4.05. Mr. Manish Bhatt, learned counsel appearing on behalf of the revenue has further submitted that provisions of section 43B of the IT Act which will be applicable to the employers’ contribution to any provident fund or any other fund for the welfare of the employees and the Amendment made in section 43B which provides that any such amount of employers’ contribution is deposited by the assessee / employer on or before the due date of filing of the return under section 139 of the IT Act shall be entitled to deduction in the relevant year, shall not be applicable with respect to employees’ contribution. It is submitted that, therefore, when the assessee has not deposited the employees’ contribution in the PF Account before the due date provided under the PF Act and/or ESI Act, the assessee shall not be entitled to deduction under section 36 of the IT Act in the relevant assessment order though the assessee might have deposited employees contribution on or before the due date of filing of the return under section 139 of the IT Act. It is submitted that, therefore, both, the learned CIT(A) as well as the learned tribunal have materially erred in deleting disallowance of shortfall in employees’ contribution, by holding that as the assessee had deposited the shortfall on or before the due date of filing of the return under section 139 of the IT Act, the assessee shall be entitled to the deduction under section 36(1)(va) of the Act.

By making above submissions, it is requested by Mr.Manish Bhatt, learned counsel appearing on behalf of the revenue to admit and allow all these appeals and quash and set aside the respective orders passed by the learned appellate tribunal in deleting dis allowance of shortfall in employees PF contribution / ESI contribution.

5.00. On the other-hand, Mr. S.N. Soparkar, learned counsel appearing on behalf of the assessee has supported the respective orders passed by the learned appellate tribunal. The learned counsel appearing on behalf of the assessee has vehemently submitted that as such the controversy raised in the present appeals is squarely covered by the decision of the Hon’ble Supreme Court in the case of Alom Extrusions Ltd. (supra)
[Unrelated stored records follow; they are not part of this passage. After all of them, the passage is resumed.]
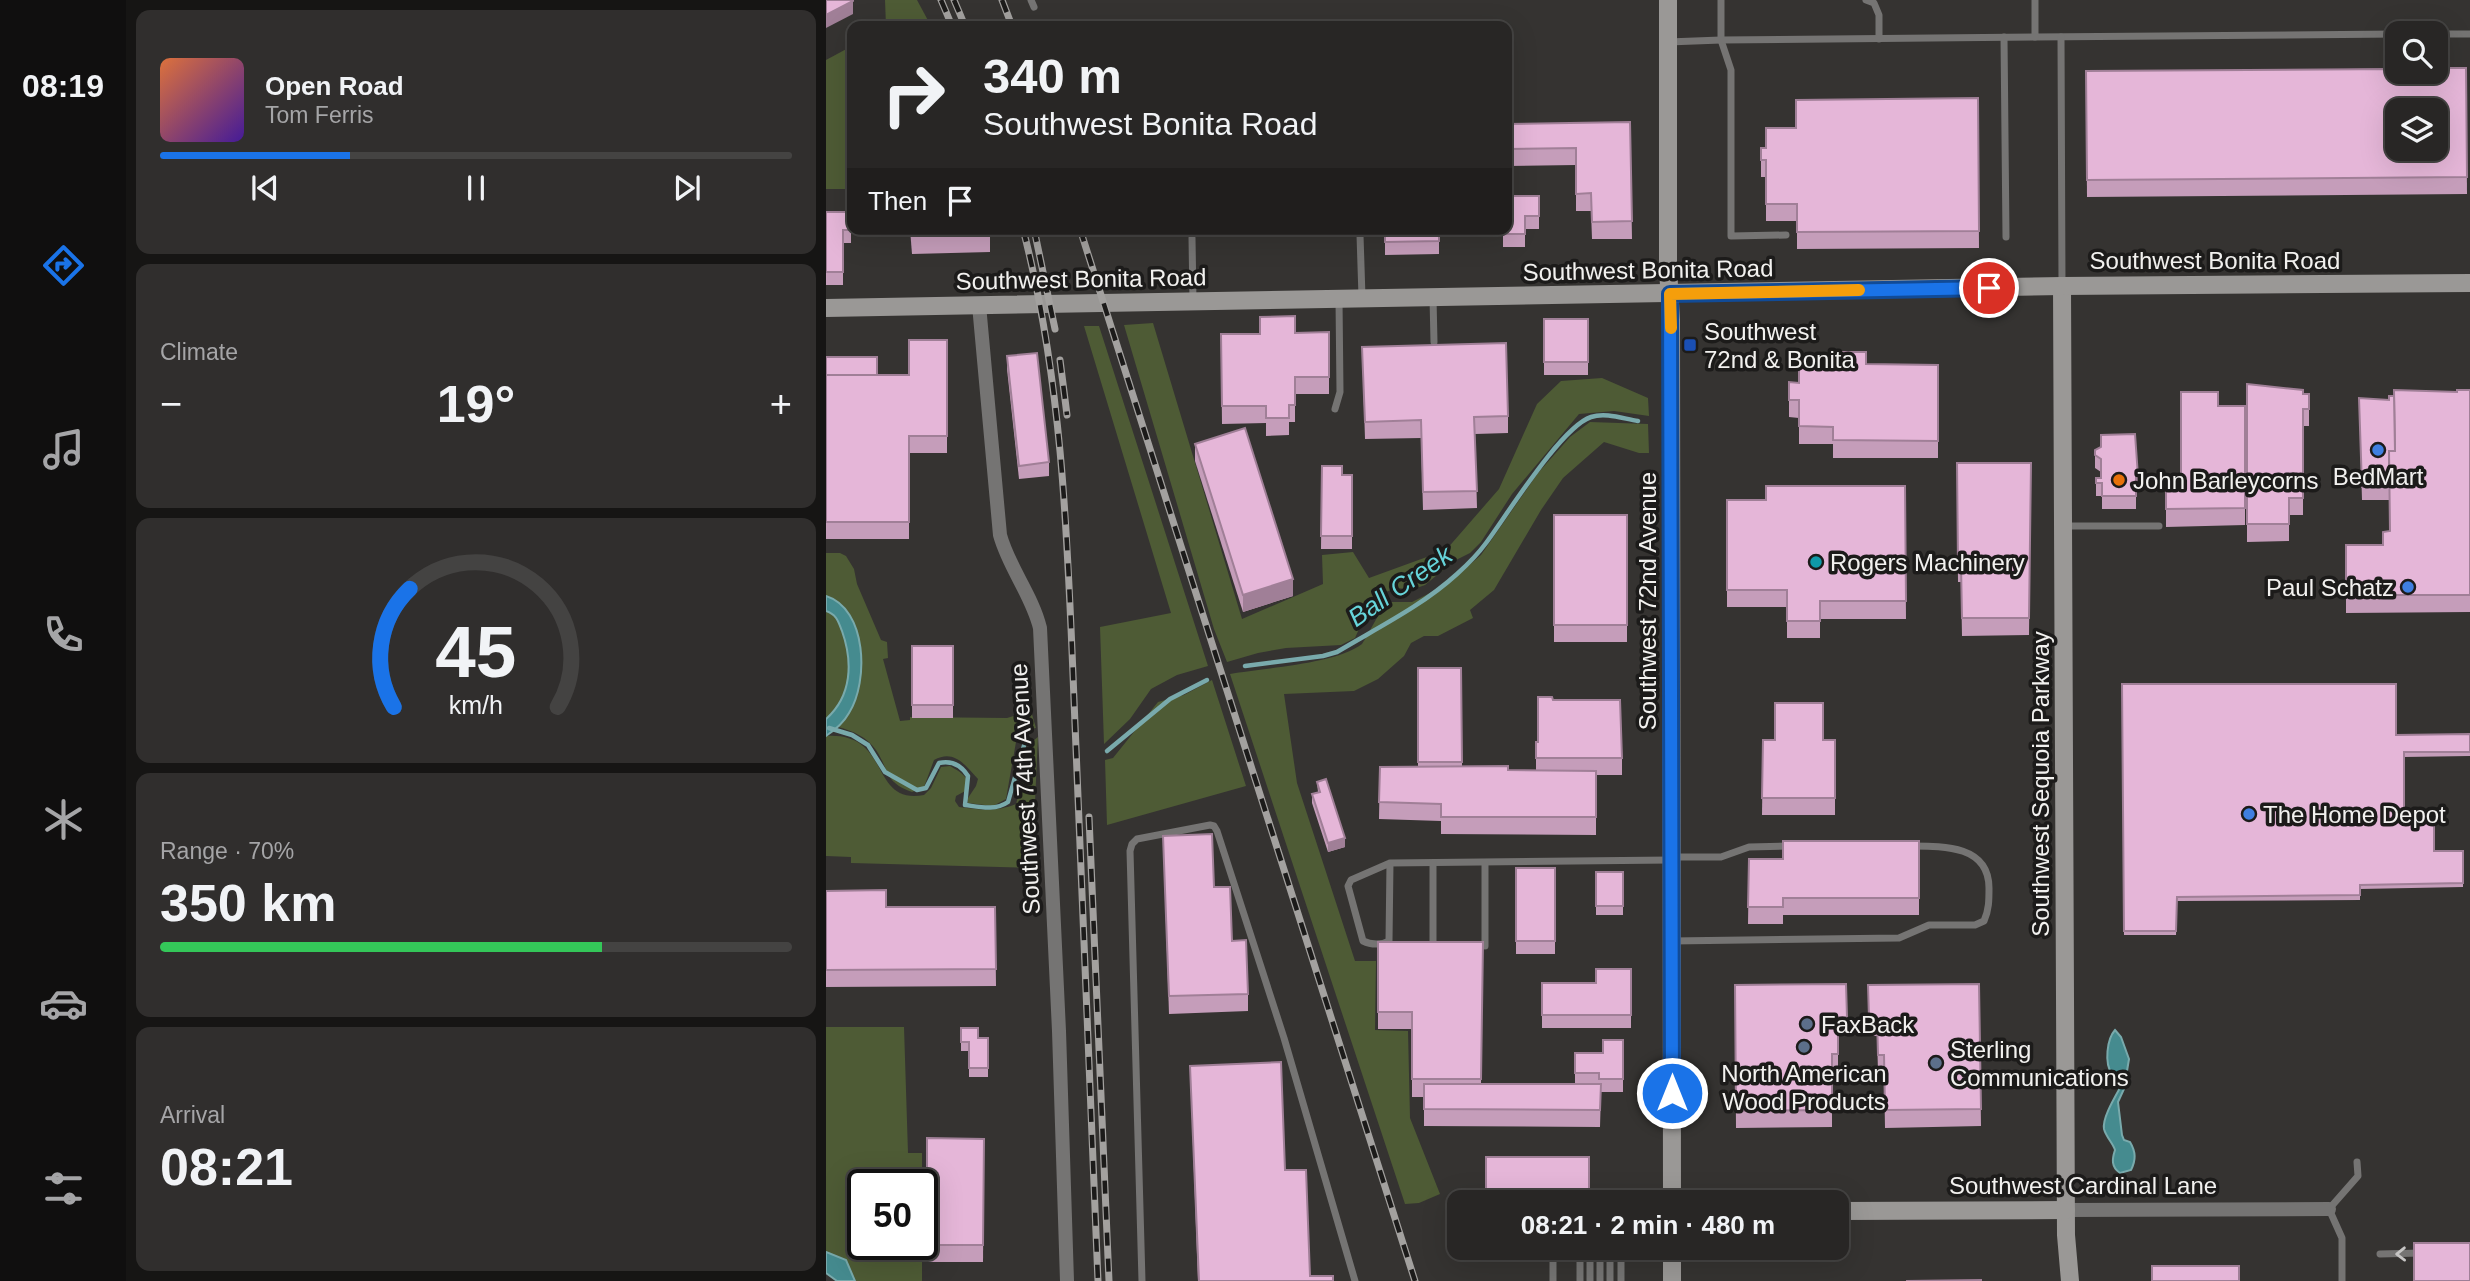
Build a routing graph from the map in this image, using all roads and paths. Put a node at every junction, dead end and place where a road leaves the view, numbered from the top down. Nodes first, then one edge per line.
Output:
1 (1668, 0) edge
2 (1721, 0) edge
3 (1866, 0) edge
4 (2035, 0) edge
5 (2385, 34) edge
6 (2448, 34) edge
7 (2470, 34) edge
8 (2004, 37) junction
9 (2035, 37) junction
10 (2061, 37) junction
11 (1880, 38) junction
12 (1721, 40) junction
13 (1668, 43) junction
14 (1360, 235) dead end
15 (1786, 235) dead end
16 (2006, 237) dead end
17 (1192, 238) dead end
18 (2470, 283) edge
19 (2062, 286) junction
20 (1670, 294) junction
21 (1433, 298) junction
22 (1339, 299) junction
23 (1362, 299) junction
24 (1193, 301) junction
25 (979, 305) junction
26 (826, 308) edge
27 (1434, 342) edge
28 (1335, 409) dead end
29 (2063, 526) junction
30 (2159, 526) dead end
31 (1794, 846) edge
32 (1905, 846) edge
33 (1672, 859) junction
34 (1390, 863) junction
35 (1433, 863) junction
36 (1485, 863) junction
37 (1672, 941) junction
38 (1433, 944) edge
39 (1485, 946) edge
40 (2357, 1162) dead end
41 (1672, 1190) edge
42 (2329, 1209) junction
43 (2067, 1210) junction
44 (1849, 1212) edge
45 (2434, 1253) edge
46 (2380, 1254) dead end
47 (1553, 1260) edge
48 (1580, 1260) edge
49 (1590, 1260) edge
50 (1600, 1260) edge
51 (1610, 1260) edge
52 (1621, 1260) edge
53 (1672, 1260) edge
54 (1067, 1281) edge
55 (1142, 1281) edge
56 (1355, 1281) edge
57 (1553, 1281) edge
58 (1580, 1281) edge
59 (1590, 1281) edge
60 (1600, 1281) edge
61 (1610, 1281) edge
62 (1621, 1281) edge
63 (1672, 1281) edge
64 (2070, 1281) edge
65 (2342, 1281) edge

1 - 13 main road, Southwest 72nd Avenue
2 - 12 lane
3 - 11 lane
4 - 9 lane
5 - 10 lane
6 - 7 lane
8 - 9 lane
8 - 11 lane
8 - 16 lane
9 - 10 lane
10 - 19 lane
11 - 12 lane
12 - 13 lane
12 - 15 lane
13 - 20 main road, Southwest 72nd Avenue
14 - 23 lane
17 - 24 lane
18 - 19 main road, Southwest Bonita Road
19 - 20 main road, Southwest Bonita Road
19 - 29 main road, Southwest Sequoia Parkway
20 - 21 main road, Southwest Bonita Road
20 - 33 main road, Southwest 72nd Avenue
21 - 23 main road, Southwest Bonita Road
21 - 27 lane
22 - 23 main road, Southwest Bonita Road
22 - 24 main road, Southwest Bonita Road
22 - 28 lane
24 - 25 main road, Southwest Bonita Road
25 - 26 main road, Southwest Bonita Road
25 - 54 street, Southwest 74th Avenue
29 - 30 lane
29 - 43 main road, Southwest Sequoia Parkway
31 - 33 lane
32 - 37 lane
33 - 36 lane
33 - 37 main road, Southwest 72nd Avenue
34 - 34 lane
34 - 35 lane
35 - 36 lane
35 - 38 lane
36 - 39 lane
37 - 41 main road, Southwest 72nd Avenue
40 - 42 lane
42 - 43 street, Southwest Cardinal Lane
42 - 65 lane
43 - 44 main road, Southwest Cardinal Lane
43 - 64 main road, Southwest Sequoia Parkway
45 -> 46 lane
47 - 57 lane
48 - 58 lane
49 - 59 lane
50 - 60 lane
51 - 61 lane
52 - 62 lane
53 - 63 main road
55 - 56 lane

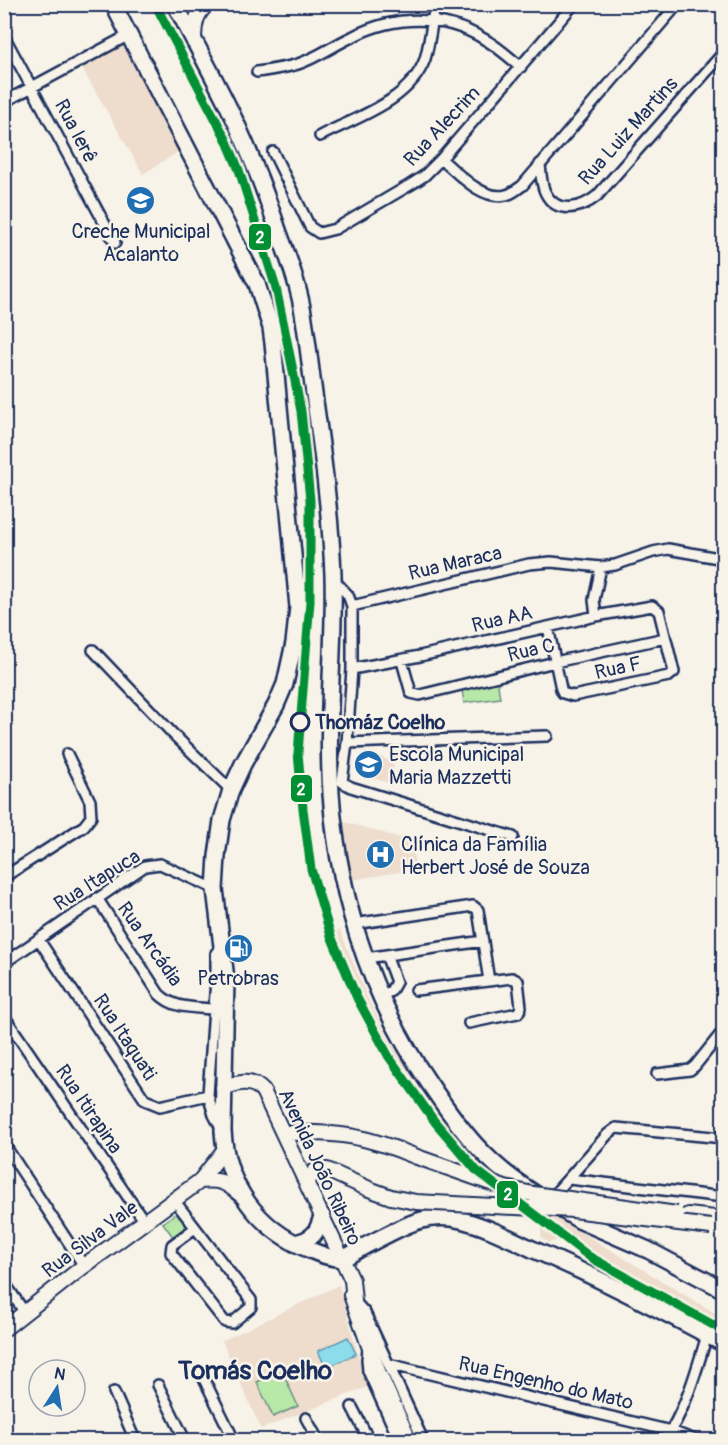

5.01. Learned counsel appearing on  behalf of the assessee  has also relied upon the following decisions in support of their submissions that the learned appellate tribunal has rightly deleted dis allowance of shortfall in employees’ contribution by observing that as the respective assessee have deposited shortfall in employees’ contribution in PF Account on or before the due date of filing of the return as provided under section 139 of the IT Act, considering section 43B of the IT Act, the assessee would be entitled to dis allowance :-

[1]  Commissioner of Income-Tax Vs. Alom Extrusions Ltd., [2009] 319 ITR 306 SC;

[2] Commissioner of Income-Tax Vs. Aimil Ltd., [2010] 321 ITR 508 (Delhi);

[3] Commissioner of Income-Tax Vs. Nipso Polyfabriks Ltd., [2013] 350 ITR 327 (Himachal Preadesh);

[4] Commissioner of Income-Tax Vs. Alembic Glass Industries Ltd., [2005] 279 ITR 331 (Gujarat);

[5] Commissioner of Income-Tax and another Vs. SabariEnterprises, [2008] 298 ITR 141 (Karnataka);

[6] Commissioner of Income Tax Vs. Pamwi Tissues Ltd., reported in [2009] 313 ITR 137 (Bombay).

[7]  Spectrum Consultants India (P) Ltd. Vs. Commissioner of Income-Tax, Bangalore-III, [2013] 34 taxmann.com 20 (Karnataka);

[8] Commissioner of Income-Tax, Udaipur Vs. Udaipur Dugdh Utpadak Sahakari Sandh Ltd., [2013] 35 taxmann.com 616 (Rajasthan) and

[9] Commissioner of Income-Tax, Faridabad Vs. Hemla Embroidery Mills (P) Ltd., [2013] 37 taxmann.com 160 (Punjab & Haryana).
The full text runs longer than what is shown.